İmamoğlu’nun tutuklanmasından bir hafta önce bazı gazetecilerin yargı kararlarını önceden açıklayıp tutuklanacağını söylemesi hatta hangi konularda soruşturma açılacağını “kulis bilgisi” olarak açıklanmasının ardından yandaş gazetecilerin televizyon ekranlarında daha mahkemeler yapılmadan karar açıklamayı sürdürmesi yargıya güveni zedeliyor, adalete zarar veriyor.
X hesabından, “Yarın Kasım 2023 CHP kurultayı iptal ediliyor. CHP’ye geçici kayyım atanarak, 45 gün sonra 1 Haziran 2025’te CHP’nin yeni kurultayına gidiliyor. Kayyım Hikmet Çetin olacak deniyor. Muhtemel bir ayaklanma ihtimaline karşı İstanbul’dan Ankara’ya çok sayıda güvenlik güçleri sevk edildi. Ankara’da tüm güvenlik güçleri izinleri iptal edildi. Yarın Ankara, çok uzun bir güne hazırlanıyor. Maalesef vaziyet böyle gözüküyor” diye açıklama yapan Rasim Ozan Kütahyalı da bunlardan birisi oldu.
Gelen tepkiler üzerine, “Böyle bir durumun olmadığı netleşmiştir. Yanlış bilgi. CHP kurultayının iptal ihtimali sıfır” dese de bir soruşturma başlatılıp gözaltına alınıp, adlî kontrol şartıyla serbest bırakıldı.

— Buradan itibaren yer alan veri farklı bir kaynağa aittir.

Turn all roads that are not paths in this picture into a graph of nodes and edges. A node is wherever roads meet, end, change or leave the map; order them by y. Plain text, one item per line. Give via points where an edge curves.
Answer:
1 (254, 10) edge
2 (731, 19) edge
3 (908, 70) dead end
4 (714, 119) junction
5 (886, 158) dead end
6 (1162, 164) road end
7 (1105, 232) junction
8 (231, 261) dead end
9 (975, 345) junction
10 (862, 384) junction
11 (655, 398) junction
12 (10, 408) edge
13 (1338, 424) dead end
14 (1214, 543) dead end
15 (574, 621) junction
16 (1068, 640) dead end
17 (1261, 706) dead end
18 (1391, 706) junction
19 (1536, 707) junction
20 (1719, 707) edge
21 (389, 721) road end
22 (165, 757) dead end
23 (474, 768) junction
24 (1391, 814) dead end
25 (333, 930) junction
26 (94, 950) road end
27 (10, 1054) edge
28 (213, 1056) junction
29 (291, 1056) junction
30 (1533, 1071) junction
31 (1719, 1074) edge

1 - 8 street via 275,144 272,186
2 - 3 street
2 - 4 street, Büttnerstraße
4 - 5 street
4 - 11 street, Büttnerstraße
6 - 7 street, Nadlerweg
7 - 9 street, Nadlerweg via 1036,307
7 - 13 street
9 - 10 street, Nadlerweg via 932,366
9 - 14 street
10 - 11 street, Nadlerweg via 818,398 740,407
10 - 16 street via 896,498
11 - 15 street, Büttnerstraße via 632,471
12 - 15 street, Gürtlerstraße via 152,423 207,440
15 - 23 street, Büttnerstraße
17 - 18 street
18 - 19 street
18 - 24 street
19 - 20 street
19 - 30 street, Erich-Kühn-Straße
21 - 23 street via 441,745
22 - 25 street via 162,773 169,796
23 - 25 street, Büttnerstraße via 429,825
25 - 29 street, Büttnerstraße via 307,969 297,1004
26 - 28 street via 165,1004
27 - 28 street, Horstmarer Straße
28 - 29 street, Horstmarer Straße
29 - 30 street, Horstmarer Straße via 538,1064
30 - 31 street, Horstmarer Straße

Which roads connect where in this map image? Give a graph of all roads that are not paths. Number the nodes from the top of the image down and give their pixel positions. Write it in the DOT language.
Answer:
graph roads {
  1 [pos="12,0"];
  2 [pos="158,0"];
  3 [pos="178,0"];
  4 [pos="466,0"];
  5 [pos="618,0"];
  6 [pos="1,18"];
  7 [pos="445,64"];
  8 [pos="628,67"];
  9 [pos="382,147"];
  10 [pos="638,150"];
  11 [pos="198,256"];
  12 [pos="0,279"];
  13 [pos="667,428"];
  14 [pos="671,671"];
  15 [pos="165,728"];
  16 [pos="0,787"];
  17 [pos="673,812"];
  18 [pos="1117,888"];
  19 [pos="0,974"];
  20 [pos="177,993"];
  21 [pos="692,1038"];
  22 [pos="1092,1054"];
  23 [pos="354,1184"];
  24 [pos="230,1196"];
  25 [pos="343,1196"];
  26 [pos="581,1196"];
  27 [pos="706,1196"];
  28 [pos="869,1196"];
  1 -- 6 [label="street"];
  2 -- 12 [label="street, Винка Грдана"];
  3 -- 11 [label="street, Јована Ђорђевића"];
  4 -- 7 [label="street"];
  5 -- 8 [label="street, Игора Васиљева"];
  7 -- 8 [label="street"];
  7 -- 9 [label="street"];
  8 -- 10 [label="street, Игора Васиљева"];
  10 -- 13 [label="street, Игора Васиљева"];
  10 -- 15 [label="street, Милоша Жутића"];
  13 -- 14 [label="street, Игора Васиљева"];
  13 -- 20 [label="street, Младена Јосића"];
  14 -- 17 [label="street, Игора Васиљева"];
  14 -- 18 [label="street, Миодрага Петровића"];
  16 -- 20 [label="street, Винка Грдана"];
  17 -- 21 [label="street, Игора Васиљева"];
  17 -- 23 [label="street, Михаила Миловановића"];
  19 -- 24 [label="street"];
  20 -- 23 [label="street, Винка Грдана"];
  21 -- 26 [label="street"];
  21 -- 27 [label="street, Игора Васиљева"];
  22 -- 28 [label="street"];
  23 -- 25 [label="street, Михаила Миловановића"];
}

Soruşturma açıldıktan sonra yandaş medya mensuplarının Kütahyalı’ya ağır ithamlarda bulunması da ibretlikti.
Aslında bu tür “kulis bilgisi” adı altında yapılan açıklamalar ilk değil belki, ama hiç olmazsa bu yaşananlardan ders çıkarılır da son olur.
“Kulis bilgisi” sonrası altının rekor tazelemesi, ekonomideki tablonun daha da ağırlaşması, ülkenin bulunduğu vahim durumu göstermesi açısından da önemli.
ROK bu açıklamayı, siyaset, hukuk, ekonomi kurumu sağlam temellere oturmuş bir Türkiye’de yapsa idi gülünüp geçilirdi. Ancak Türkiye’nin kurumsal kimliği, en absürt sosyal medya paylaşımlarına dahi “olabilir mi acaba?” dememize sebep olacak kadar zedelendi.
Bakalım bu gidiş nerede son bulacak?
***
“SEN NEREDEN BİLİYORSUN?”
Özel bir TV yayınında yaşanan tartışma da konumuza ışık tutuyor, şöyle ki:
Mahkeme kararını önceden haber veren şahsa muhatabı “ Nereden biliyorsun? Savcı mı aradı?” diyor. Cevap, “Gelip konuşuyorlar” oluyor!
Bir savcı bir gazeteciye gelip konuşuyor. Biz de bunları kulis bilgisi adı altında ekranlardan duyuyoruz.
Her vatandaş gibi bizim de şaka olmasını temenni ettiğimiz bu açıklamalar ne yazık ki aynen gerçekleşiyor. Belki de toplum gazeteciler(!) tarafından yaşanacak gelişmelere hazırlanıyor. Bunu da bilemiyoruz.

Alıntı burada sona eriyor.